Momma, I’m not coming home

By Brayton Cameron

The sunset of freedom will soon be upon many, and English major Debbie Kraus is well aware of this. She is moving into her parents’ basement office at semester’s end.

Many of you will go to your parents’ home to spend the summer leaving the free spirit of college life behind. No more drinking all night and passing out in your bathroom. No more screaming from your balcony. No more staying up all night looking at Internet porn and hoping your roommate doesn’t wake up. Instead of your roommate, your parents will be waking up and telling you to clean your room, get out of bed and get a job.

I will not be going back to my parents’ this summer, and I couldn’t be happier. Most of DeKalb slows down in the summer, and there’s little traffic, little noise and the B.O. of people who shower once a semester goes away. It can be boring at times, but I will take that over living with my parents.

It’s not that I don’t like my parents. I just remember a few embarrassing moments I’d rather not relive. Does anyone recall watching a PG-13 or R-rated movie with your parents and having a sexual or nude scene come on? I remember it all too well, and the awkwardness that goes with it; especially when your father becomes noticeably aroused by the situation on the television.

Thankfully, I don’t have to worry about that problem anymore. My father had a series of elaborate surgeries and afterwards was, shall we say, a changed man. He was kind enough to share his tales of impotence with me while I was driving him to the doctor. I didn’t want to hear about it, but I suppose he thought we could bond.

But having this knowledge may be better than the worry of coming home and having my parents … engaged. I am uncertain if anyone else assumes their parents conceived them through scientific, non-sexual means, but I know I don’t like thinking of my parents “doing the nasty.”

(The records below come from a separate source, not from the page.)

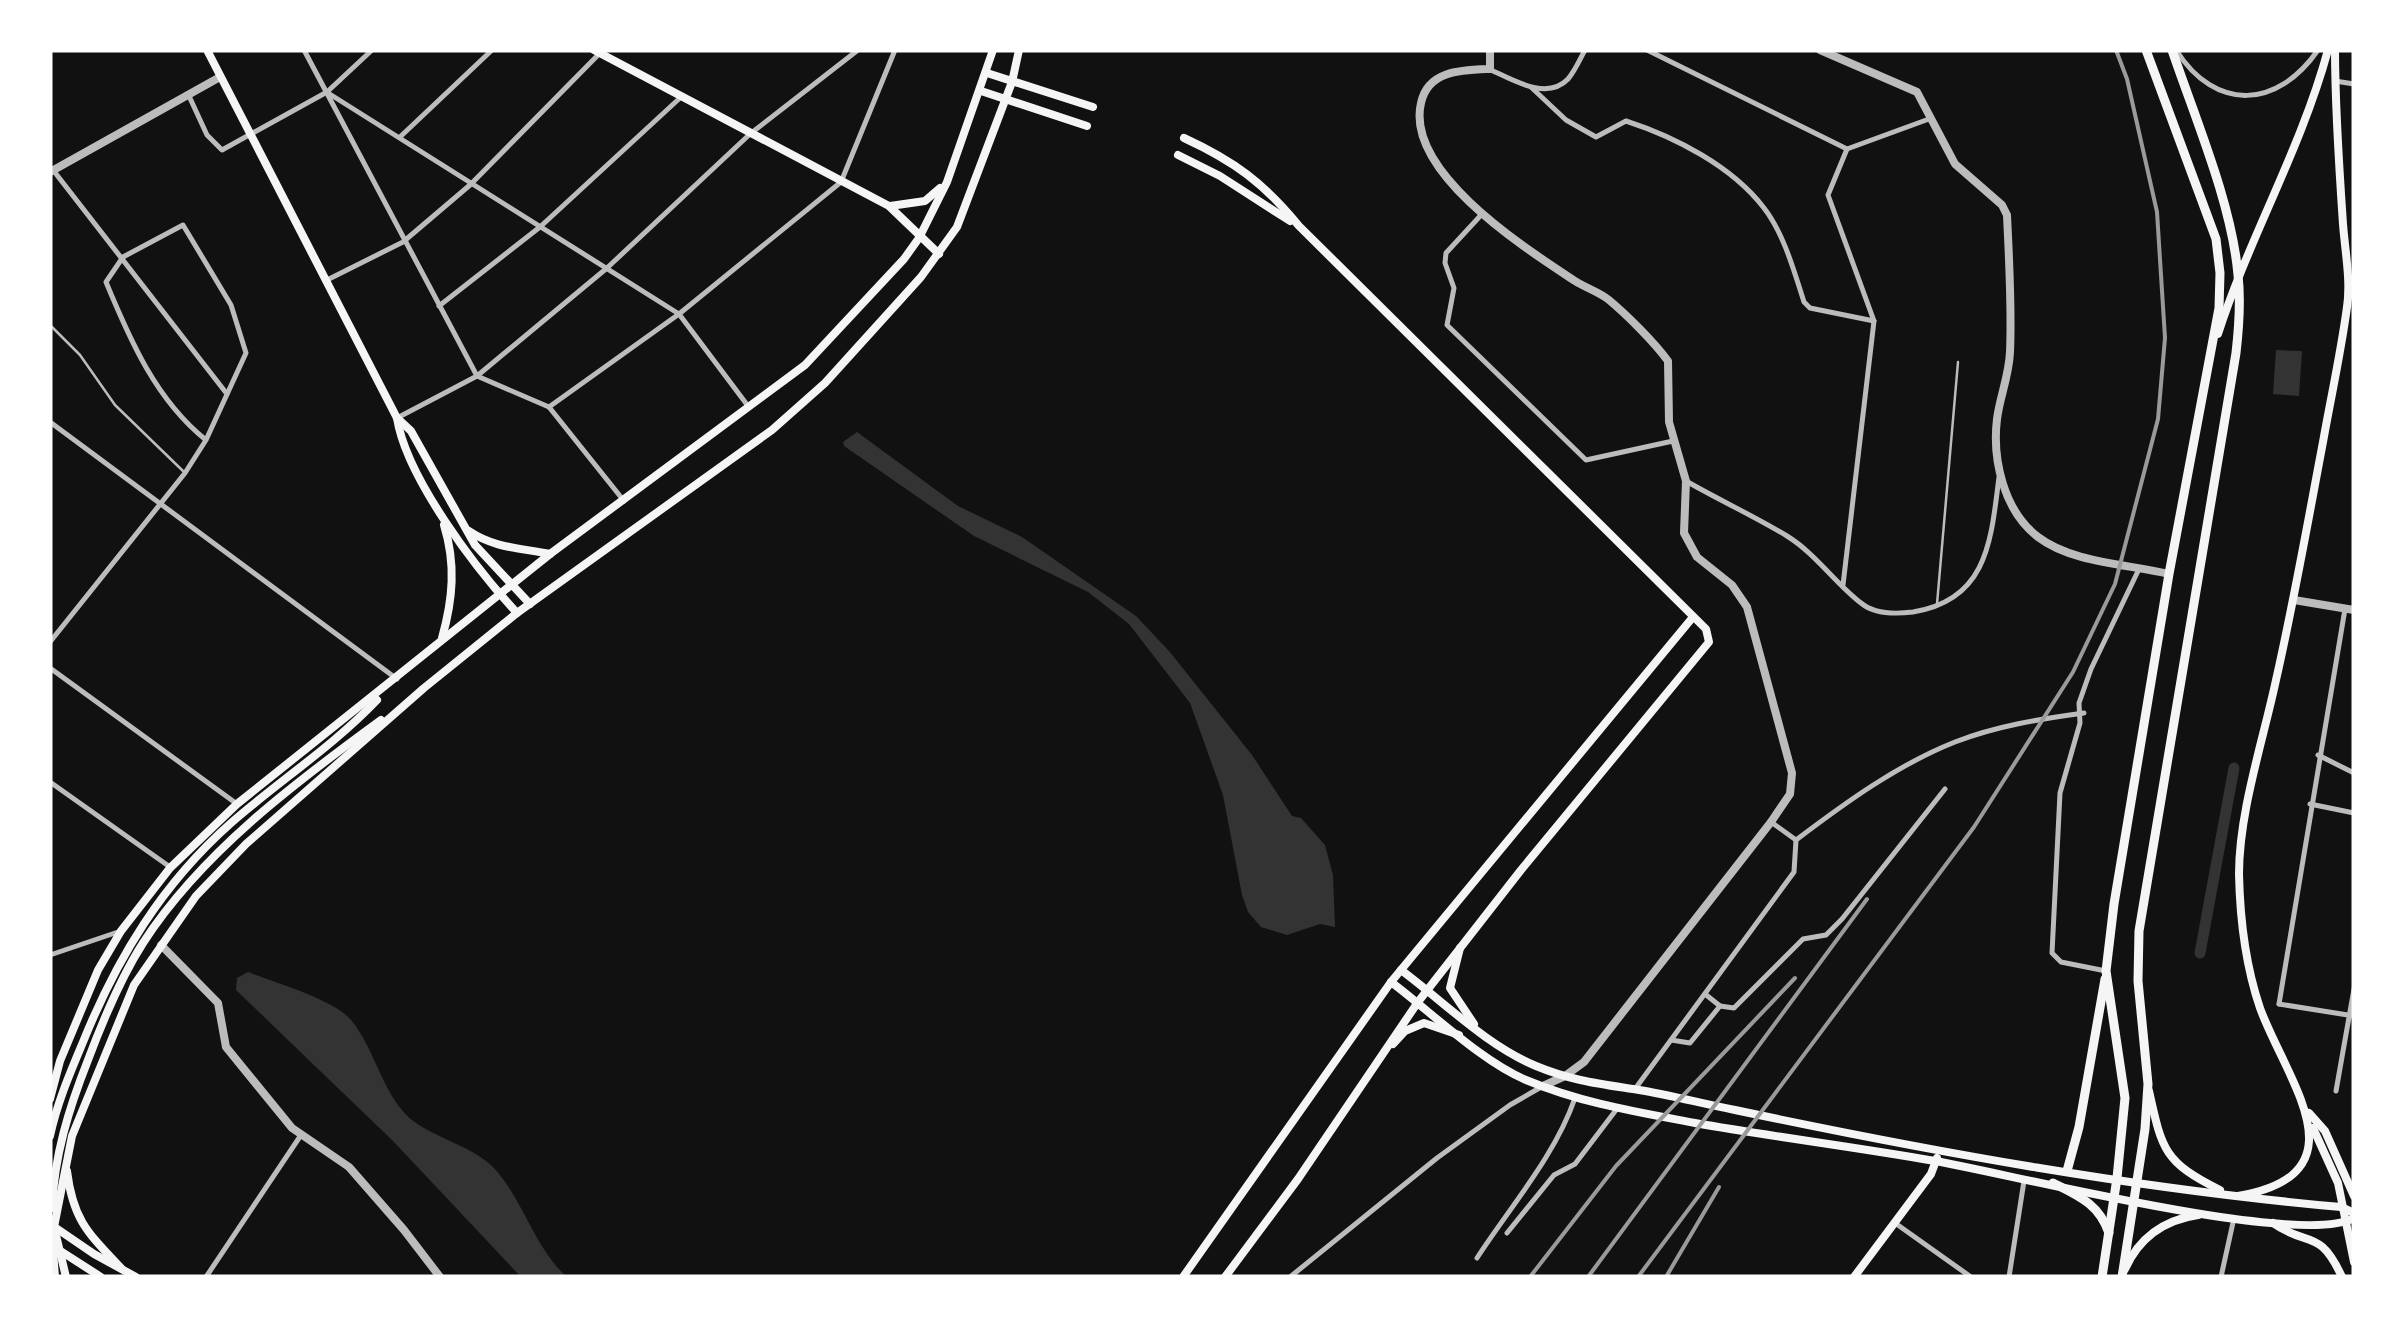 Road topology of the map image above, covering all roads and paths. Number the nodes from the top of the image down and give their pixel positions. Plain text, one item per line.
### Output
1 (207, 50) edge
2 (304, 50) edge
3 (372, 50) edge
4 (492, 50) edge
5 (858, 50) edge
6 (894, 50) edge
7 (993, 50) edge
8 (1018, 50) edge
9 (1490, 50) edge
10 (1585, 50) edge
11 (1647, 50) edge
12 (1820, 50) edge
13 (2146, 50) edge
14 (2174, 50) edge
15 (2318, 50) edge
16 (2331, 50) edge
17 (598, 52) edge
18 (1490, 69) junction
19 (988, 73) junction
20 (220, 77) junction
21 (2335, 81) junction
22 (1012, 82) junction
23 (2354, 84) edge
24 (1532, 88) junction
25 (981, 91) junction
26 (327, 92) junction
27 (188, 94) junction
28 (682, 97) junction
29 (1006, 99) junction
30 (1093, 107) dead end
31 (1932, 118) junction
32 (1087, 126) dead end
33 (750, 134) junction
34 (250, 135) junction
35 (399, 138) junction
36 (1184, 138) dead end
37 (1847, 149) junction
38 (1178, 155) dead end
39 (52, 171) edge
40 (841, 182) junction
41 (947, 182) junction
42 (470, 184) junction
43 (889, 206) junction
44 (1484, 213) junction
45 (1298, 226) junction
46 (540, 227) junction
47 (920, 238) junction
48 (403, 242) junction
49 (938, 254) junction
50 (123, 257) junction
51 (607, 268) junction
52 (2238, 272) junction
53 (325, 281) junction
54 (438, 306) junction
55 (679, 314) junction
56 (1874, 321) junction
57 (50, 325) edge
58 (2213, 348) junction
59 (1958, 362) dead end
60 (477, 376) junction
61 (228, 394) junction
62 (549, 408) junction
63 (749, 408) junction
64 (397, 418) junction
65 (50, 422) edge
66 (206, 440) junction
67 (1674, 442) junction
68 (185, 473) junction
69 (1999, 477) junction
70 (1686, 481) junction
71 (624, 501) junction
72 (160, 504) junction
73 (441, 516) junction
74 (467, 529) junction
75 (550, 554) junction
76 (2140, 567) junction
77 (2169, 574) junction
78 (512, 584) junction
79 (1843, 585) junction
80 (499, 594) junction
81 (2294, 600) junction
82 (530, 604) junction
83 (1937, 606) junction
84 (2350, 609) edge
85 (517, 613) junction
86 (1693, 617) junction
87 (50, 642) edge
88 (442, 642) junction
89 (50, 668) edge
90 (397, 679) junction
91 (424, 688) junction
92 (2084, 712) dead end
93 (2318, 756) junction
94 (2354, 773) edge
95 (50, 782) edge
96 (1944, 789) dead end
97 (237, 804) junction
98 (2310, 804) junction
99 (2354, 812) edge
100 (1771, 822) junction
101 (1796, 840) junction
102 (170, 868) junction
103 (121, 932) junction
104 (161, 945) junction
105 (1460, 947) junction
106 (50, 956) edge
107 (1400, 970) junction
108 (2106, 971) junction
109 (1391, 982) junction
110 (2354, 989) edge
111 (1427, 990) junction
112 (1705, 994) junction
113 (1418, 1002) junction
114 (1720, 1006) junction
115 (2352, 1015) edge
116 (1476, 1028) junction
117 (1461, 1036) junction
118 (1671, 1040) junction
119 (1384, 1049) junction
120 (1565, 1076) junction
121 (2148, 1084) junction
122 (1544, 1086) junction
123 (1635, 1089) junction
124 (2336, 1091) dead end
125 (1575, 1098) junction
126 (50, 1099) edge
127 (1616, 1110) junction
128 (2307, 1110) junction
129 (50, 1132) edge
130 (301, 1136) junction
131 (1940, 1150) junction
132 (1936, 1161) junction
133 (66, 1163) junction
134 (2067, 1172) junction
135 (2025, 1178) junction
136 (2117, 1178) junction
137 (2137, 1181) junction
138 (2054, 1183) junction
139 (2233, 1196) junction
140 (2354, 1196) edge
141 (2114, 1197) junction
142 (2134, 1201) junction
143 (2340, 1207) junction
144 (2209, 1214) junction
145 (2354, 1215) edge
146 (2234, 1218) junction
147 (1895, 1223) junction
148 (2273, 1223) junction
149 (2344, 1224) junction
150 (51, 1226) edge
151 (1507, 1232) dead end
152 (2109, 1234) junction
153 (50, 1243) edge
154 (59, 1250) junction
155 (1477, 1258) dead end
156 (2354, 1262) edge
157 (122, 1268) junction
158 (2122, 1275) edge
159 (56, 1277) edge
160 (66, 1277) edge
161 (101, 1277) edge
162 (136, 1277) edge
163 (206, 1277) edge
164 (440, 1277) edge
165 (1184, 1277) edge
166 (1225, 1277) edge
167 (1290, 1277) edge
168 (1854, 1277) edge
169 (1971, 1277) edge
170 (2008, 1277) edge
171 (2102, 1277) edge
172 (2221, 1277) edge
173 (2342, 1277) edge

1 - 20 main road
2 - 26 street
3 - 26 street
4 - 35 street
5 - 33 street
6 - 40 street
7 - 19 main road
8 - 22 main road
9 - 18 street
10 - 24 street
11 - 37 street
12 - 31 street
13 - 58 main road
14 - 15 street
14 - 52 main road
16 - 21 main road
16 - 52 main road
17 - 28 main road
17 - 42 street
18 - 24 street
18 - 44 street
19 - 22 main road
19 - 25 main road
20 - 27 street
20 - 34 main road
21 - 23 street
21 - 81 main road
22 - 29 main road
22 - 30 main road
24 - 56 street
25 - 29 main road
25 - 41 main road
26 - 34 street
26 - 35 street
26 - 48 street
27 - 34 street
27 - 39 street
28 - 33 main road
28 - 46 street
29 - 32 main road
29 - 49 main road
31 - 37 street
31 - 69 street
33 - 40 main road
33 - 51 street
34 - 53 main road
35 - 42 street
36 - 45 main road
37 - 56 street
38 - 45 main road
39 - 50 street
40 - 43 main road
40 - 55 street
41 - 43 main road
41 - 47 main road
42 - 46 street
42 - 48 street
43 - 47 main road
44 - 67 street
44 - 67 street
45 - 86 main road
46 - 51 street
46 - 54 street
47 - 49 main road
47 - 63 main road
48 - 53 street
48 - 54 street
49 - 82 main road
50 - 61 street
50 - 61 street
50 - 66 street
51 - 55 street
51 - 60 street
52 - 58 main road
52 - 121 main road
53 - 64 main road
54 - 60 street
55 - 62 street
55 - 63 street
56 - 79 street
57 - 68 lane
58 - 77 main road
59 - 83 lane
60 - 62 street
60 - 64 street
61 - 66 street
62 - 71 street
63 - 71 main road
64 - 73 main road
64 - 74 main road
65 - 72 street
66 - 68 street
67 - 70 street
68 - 72 street
69 - 76 street
69 - 83 street
70 - 79 street
70 - 100 street
71 - 75 main road
72 - 87 street
72 - 90 street
73 - 80 main road
73 - 88 main road
74 - 75 main road
74 - 78 main road
75 - 78 main road
76 - 77 street
76 - 108 street
77 - 108 main road
78 - 80 main road
78 - 82 main road
79 - 83 street
80 - 85 main road
80 - 88 main road
81 - 84 street
81 - 128 main road
82 - 85 main road
84 - 93 street
85 - 91 main road
86 - 105 main road
86 - 107 main road
88 - 90 main road
89 - 97 street
90 - 97 main road
90 - 129 main road
91 - 104 main road
91 - 159 main road
92 - 101 street
93 - 94 street
93 - 98 street
95 - 102 street
96 - 114 street
97 - 102 main road
98 - 99 street
98 - 115 street
100 - 101 street
100 - 120 street
101 - 112 street
102 - 103 main road
103 - 106 street
103 - 126 main road
104 - 130 street
104 - 133 main road
105 - 111 main road
105 - 116 main road
107 - 109 main road
107 - 111 main road
108 - 134 main road
108 - 136 main road
109 - 113 main road
109 - 165 main road
110 - 115 street
111 - 113 main road
111 - 116 main road
112 - 114 street
112 - 118 street
113 - 117 main road
113 - 119 main road
114 - 118 street
115 - 124 street
116 - 120 main road
117 - 119 main road
117 - 122 main road
118 - 123 street
119 - 166 main road
120 - 122 street
120 - 123 main road
121 - 137 main road
121 - 139 main road
122 - 125 main road
122 - 167 street
123 - 131 main road
125 - 127 main road
125 - 155 street
127 - 132 main road
127 - 151 street
128 - 139 main road
128 - 140 main road
128 - 143 main road
130 - 163 street
130 - 164 street
131 - 132 main road
131 - 134 main road
132 - 135 main road
132 - 147 main road
133 - 150 main road
133 - 157 main road
134 - 136 main road
135 - 138 main road
135 - 170 street
136 - 137 main road
136 - 141 main road
137 - 139 main road
137 - 142 main road
138 - 141 main road
138 - 152 main road
139 - 143 main road
141 - 142 main road
141 - 152 main road
142 - 144 main road
142 - 158 main road
143 - 145 main road
143 - 149 main road
144 - 146 main road
144 - 158 main road
145 - 149 main road
146 - 148 main road
146 - 172 street
147 - 168 main road
147 - 169 street
148 - 149 main road
148 - 173 main road
149 - 156 main road
150 - 154 main road
150 - 157 main road
152 - 171 main road
153 - 154 main road
154 - 160 main road
154 - 161 main road
157 - 162 main road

I am also fairly certain they don’t want to think about their children “taking one-eye to the optometrist” either. A few summers ago at home, my friend Matt and I were watching tennis on the television. We watched and commented with my mother sitting next to us. It was no big deal until a commercial break came on. It was very odd to watch a “Girls Gone Wild” commercial with my own mother. We sat in silence not looking at the television, but not really looking away. We immediately started talking about the next commercial when the torture ended.

Perhaps I was not so much a victim of having freedoms taken away as I was a victim of having my parents inflict their freedom on me. Which is still better than living in the basement office of their house, sorry Debbie.